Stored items

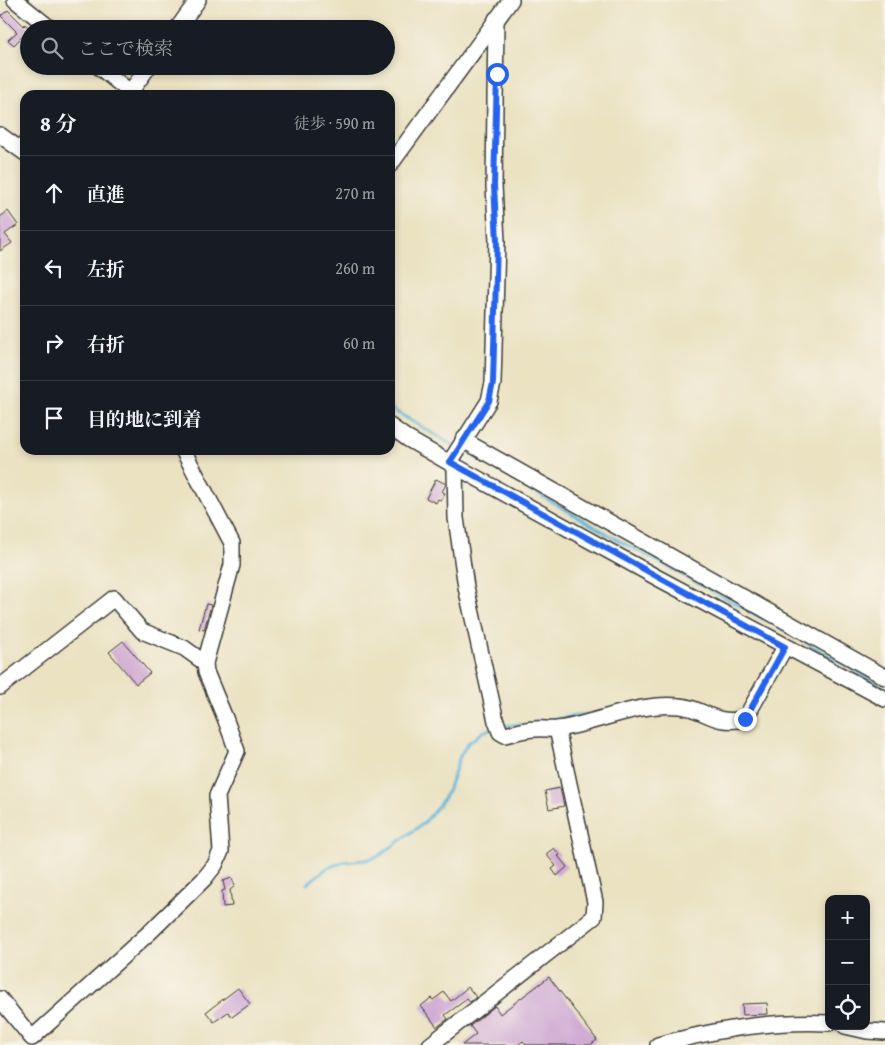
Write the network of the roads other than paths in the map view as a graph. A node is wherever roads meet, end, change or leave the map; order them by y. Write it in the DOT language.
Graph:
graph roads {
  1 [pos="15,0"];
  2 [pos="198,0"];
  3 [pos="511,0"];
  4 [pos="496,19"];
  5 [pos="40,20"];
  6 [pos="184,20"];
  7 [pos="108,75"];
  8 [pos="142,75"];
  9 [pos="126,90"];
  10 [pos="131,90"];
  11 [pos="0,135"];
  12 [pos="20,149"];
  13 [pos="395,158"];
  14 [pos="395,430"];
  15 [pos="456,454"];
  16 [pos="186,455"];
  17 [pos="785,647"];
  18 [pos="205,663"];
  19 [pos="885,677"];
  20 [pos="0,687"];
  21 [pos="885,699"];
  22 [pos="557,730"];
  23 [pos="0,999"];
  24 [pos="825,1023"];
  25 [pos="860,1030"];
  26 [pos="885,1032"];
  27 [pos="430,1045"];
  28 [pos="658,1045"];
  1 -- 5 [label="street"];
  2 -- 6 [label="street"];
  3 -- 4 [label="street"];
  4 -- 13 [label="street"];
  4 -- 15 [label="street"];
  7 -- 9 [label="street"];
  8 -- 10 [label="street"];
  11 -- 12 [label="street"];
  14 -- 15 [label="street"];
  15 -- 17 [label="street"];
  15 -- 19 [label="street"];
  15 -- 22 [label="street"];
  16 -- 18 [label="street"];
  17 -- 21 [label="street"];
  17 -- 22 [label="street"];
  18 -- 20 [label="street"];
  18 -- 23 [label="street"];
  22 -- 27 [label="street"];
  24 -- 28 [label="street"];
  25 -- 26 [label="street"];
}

WORK ITEM :: Set each line of the records down exactly, leaving every picture out.

SOLUTION BELOW ::
Write the network of the roads other than paths in the map view as a graph. A node is wherever roads meet, end, change or leave the map; order them by y. Write it in the DOT language.
Graph:
graph roads {
  1 [pos="15,0"];
  2 [pos="198,0"];
  3 [pos="511,0"];
  4 [pos="496,19"];
  5 [pos="40,20"];
  6 [pos="184,20"];
  7 [pos="108,75"];
  8 [pos="142,75"];
  9 [pos="126,90"];
  10 [pos="131,90"];
  11 [pos="0,135"];
  12 [pos="20,149"];
  13 [pos="395,158"];
  14 [pos="395,430"];
  15 [pos="456,454"];
  16 [pos="186,455"];
  17 [pos="785,647"];
  18 [pos="205,663"];
  19 [pos="885,677"];
  20 [pos="0,687"];
  21 [pos="885,699"];
  22 [pos="557,730"];
  23 [pos="0,999"];
  24 [pos="825,1023"];
  25 [pos="860,1030"];
  26 [pos="885,1032"];
  27 [pos="430,1045"];
  28 [pos="658,1045"];
  1 -- 5 [label="street"];
  2 -- 6 [label="street"];
  3 -- 4 [label="street"];
  4 -- 13 [label="street"];
  4 -- 15 [label="street"];
  7 -- 9 [label="street"];
  8 -- 10 [label="street"];
  11 -- 12 [label="street"];
  14 -- 15 [label="street"];
  15 -- 17 [label="street"];
  15 -- 19 [label="street"];
  15 -- 22 [label="street"];
  16 -- 18 [label="street"];
  17 -- 21 [label="street"];
  17 -- 22 [label="street"];
  18 -- 20 [label="street"];
  18 -- 23 [label="street"];
  22 -- 27 [label="street"];
  24 -- 28 [label="street"];
  25 -- 26 [label="street"];
}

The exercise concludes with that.